A queda do Facebook e das demais aplicações levou o Telegram a receber mais de 70 milhões de novas adesões, informou o fundador da rede, o russo Pavel Dourov. O número de 70 milhões, em apenas um dia, levou Douruv a afirmar que foi “um aumento recorde no número de adesões” e que estava orgulhoso da equipe, que soube lidar com esse crescimento sem precedentes.

Na segunda-feira o serviço de mensagens Telegram passou de 56º para 5º lugar das aplicações gratuitas mais descarregadas nos EUA, segundo a empresa especializada SensorTower.

Fundado em 2013 pelos irmãos Pavel e Nikolai Dourov, que criaram anteriormente a popular rede social russa VKontakte, o Telegram disse que faz da segurança a sua prioridade e recusa-se geralmente a colaborar com as autoridades, o que levou a tentativas de bloqueio em alguns países, especialmente na Rússia.

Ontem, vários executivos do Facebook procuraram desmentir, a ex-empregada Frances Haugen, engenheira de dados, após o seu depoimento perante uma subcomissão do Senado dos EUA. O próprio administrador e cofundador da rede social, Mark Zuckerberg, defendeu a empresa das acusações: “No cerne dessas acusações está a ideia de que damos prioridade aos lucros em detrimento da segurança e do bem-estar.
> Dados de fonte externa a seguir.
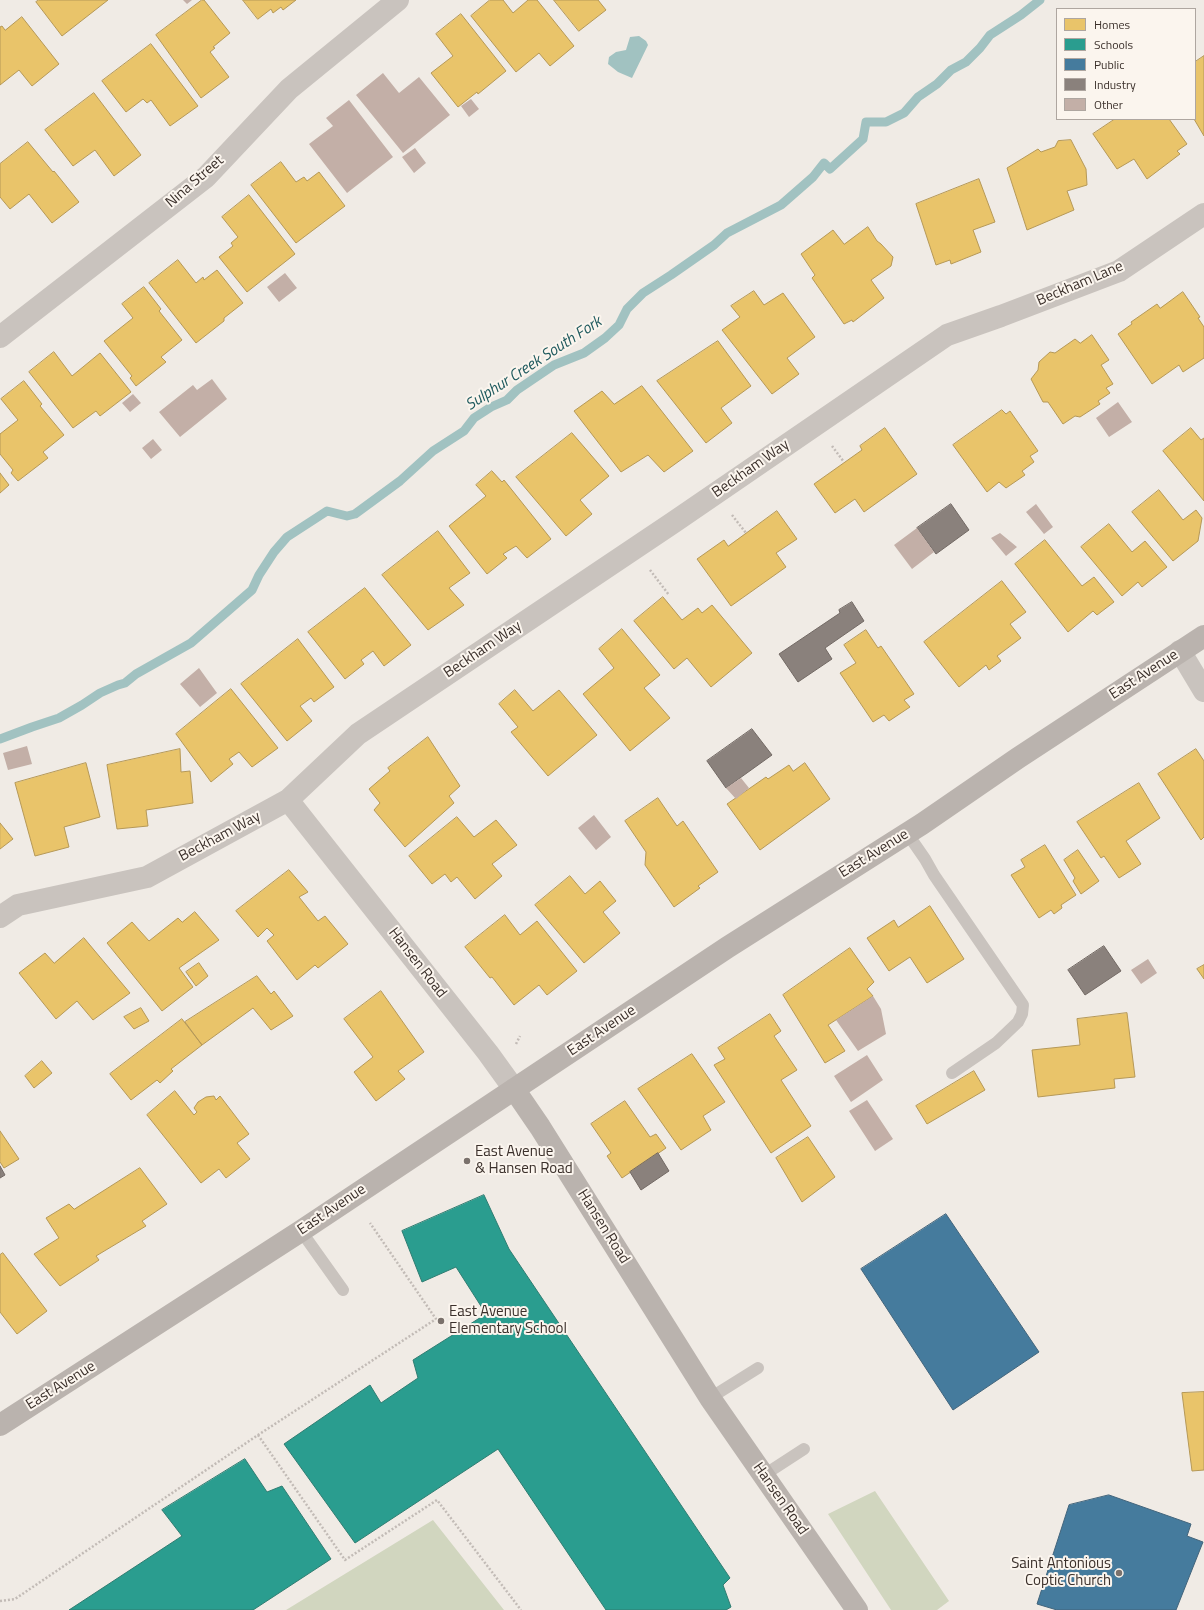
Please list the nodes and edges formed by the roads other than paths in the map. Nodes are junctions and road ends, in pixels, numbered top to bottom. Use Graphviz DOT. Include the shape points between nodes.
graph roads {
  1 [pos="398,0"];
  2 [pos="1204,214"];
  3 [pos="947,335"];
  4 [pos="0,337"];
  5 [pos="1204,636"];
  6 [pos="1180,651"];
  7 [pos="1204,691"];
  8 [pos="288,800"];
  9 [pos="907,833"];
  10 [pos="0,917"];
  11 [pos="952,1073"];
  12 [pos="514,1089"];
  13 [pos="301,1231"];
  14 [pos="343,1290"];
  15 [pos="758,1368"];
  16 [pos="710,1398"];
  17 [pos="1,1424"];
  18 [pos="804,1449"];
  19 [pos="764,1475"];
  20 [pos="857,1610"];
  1 -- 4 [label="street, Nina Street" via="289,89 206,177"];
  2 -- 3 [label="street, Beckham Lane" via="1119,271"];
  3 -- 8 [label="street, Beckham Way" via="358,734"];
  5 -- 6 [label="street, East Avenue"];
  6 -- 7 [label="street"];
  6 -- 9 [label="street, East Avenue"];
  8 -- 10 [label="street, Beckham Way" via="146,877 18,905"];
  8 -- 12 [label="street, Hansen Road" via="488,1052"];
  9 -- 11 [label="lane" via="1023,1005 1018,1022 1002,1038"];
  9 -- 12 [label="street, East Avenue" via="728,947"];
  12 -- 13 [label="street, East Avenue"];
  12 -- 16 [label="street, Hansen Road"];
  13 -- 14 [label="lane"];
  13 -- 17 [label="street, East Avenue"];
  15 -- 16 [label="lane"];
  16 -- 19 [label="street, Hansen Road"];
  18 -- 19 [label="lane"];
  19 -- 20 [label="street, Hansen Road"];
}
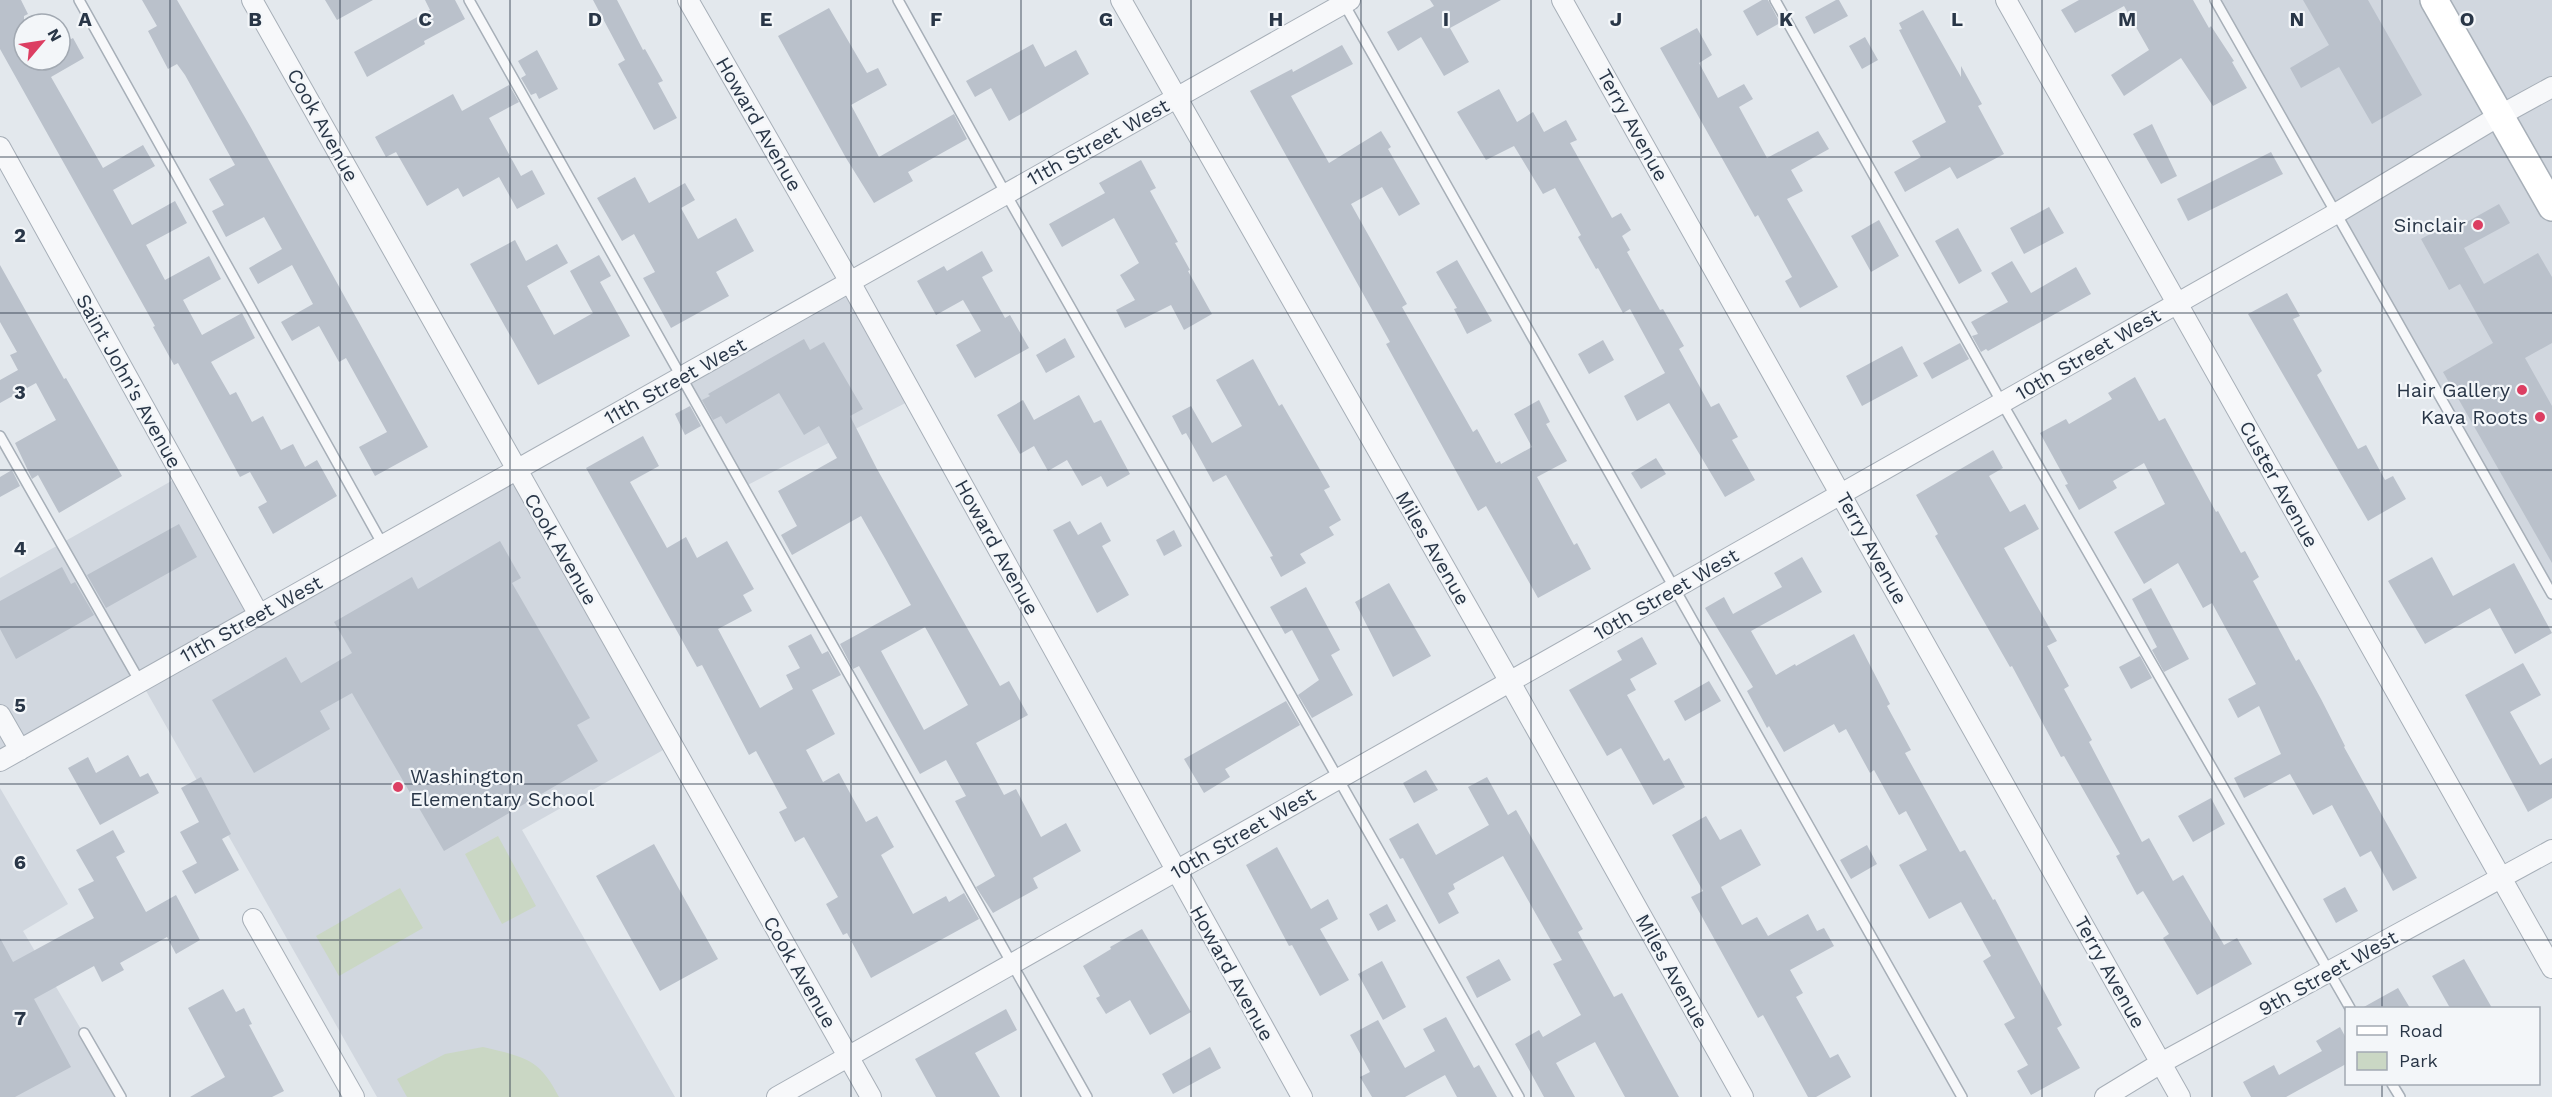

Isso simplesmente não é verdade”, disse, em um longo post em sua página na rede. O chefe do Facebook disse ainda que “muitas das acusações não fazem sentido” e que não reconhece “o falso quadro da empresa que está sendo pintado”.

“O argumento de que promovemos deliberadamente conteúdos que enfurecem as pessoas para obterem lucro é ilógico. Ganhamos dinheiro com a publicidade e o que os anunciantes nos dizem constantemente é que não querem que os seus anúncios apareçam ao lado de conteúdos que sejam prejudiciais ou que gerem raiva”, acrescentou.

Segunda edição do estudo Global Pre-Paid Index (GPI) da Ding aponta o Brasil como a nação amiga dos aplicativos e que tem alta confiança nas plataformas de mídias sociais. De acordo com a pesquisa, o alto nível de confiança nas plataformas de rede chega a 80%, com o país ocupando a quarta posição em todos os mercados apurados. Em relação aos aplicativos mais populares, o WhatsApp se destaca como o aplicativo mais usado no Brasil (85%). É seguido por Instagram (76%), Facebook Messenger (65%) e Netflix (60%). A pesquisa global, conduzida em setembro pela Ding, líder mundial em serviço de recarga de celular, examinou as opiniões de 6.250 entrevistados em oito mercados: Brasil, México, Índia, Indonésia, Filipinas, Emirados Árabes Unidos, Arábia Saudita, Alemanha e Nigéria.

Independentemente da situação econômica, os celulares foram citados como a primeira coisa que os brasileiros não podiam passar um dia sem utilizar: a afirmação foi feita por sete em cada 10 entrevistados (68%). Isso é maior que falar com a família (54%), navegar nas redes sociais (42%) ou falar com amigos (26%).

O estudo também descobriu que os brasileiros continuam a ser uma das principais nacionalidades no mundo a enviar e receber recarga de amigos e familiares. Seis em cada 10 (59%) brasileiros enviaram ou receberam recargas pré-pagas nos últimos seis meses, com 29% enviando e 36% recebendo diariamente ou semanalmente.

A pesquisa apontou que 86% dos brasileiros utilizam o serviço pré-pago, atrás apenas da Arábia Saudita (89%), entre os países pesquisados. Isso é maior que os 82% que usam serviços pré-pagos no México, país relevante no mercado latino-americano.  As principais razões que os brasileiros citaram ao optar pelo pré-pago foi que isso os ajudava a fazer um orçamento melhor (37%) e que eles queriam pagar apenas pelo que usavam ou precisavam (35%).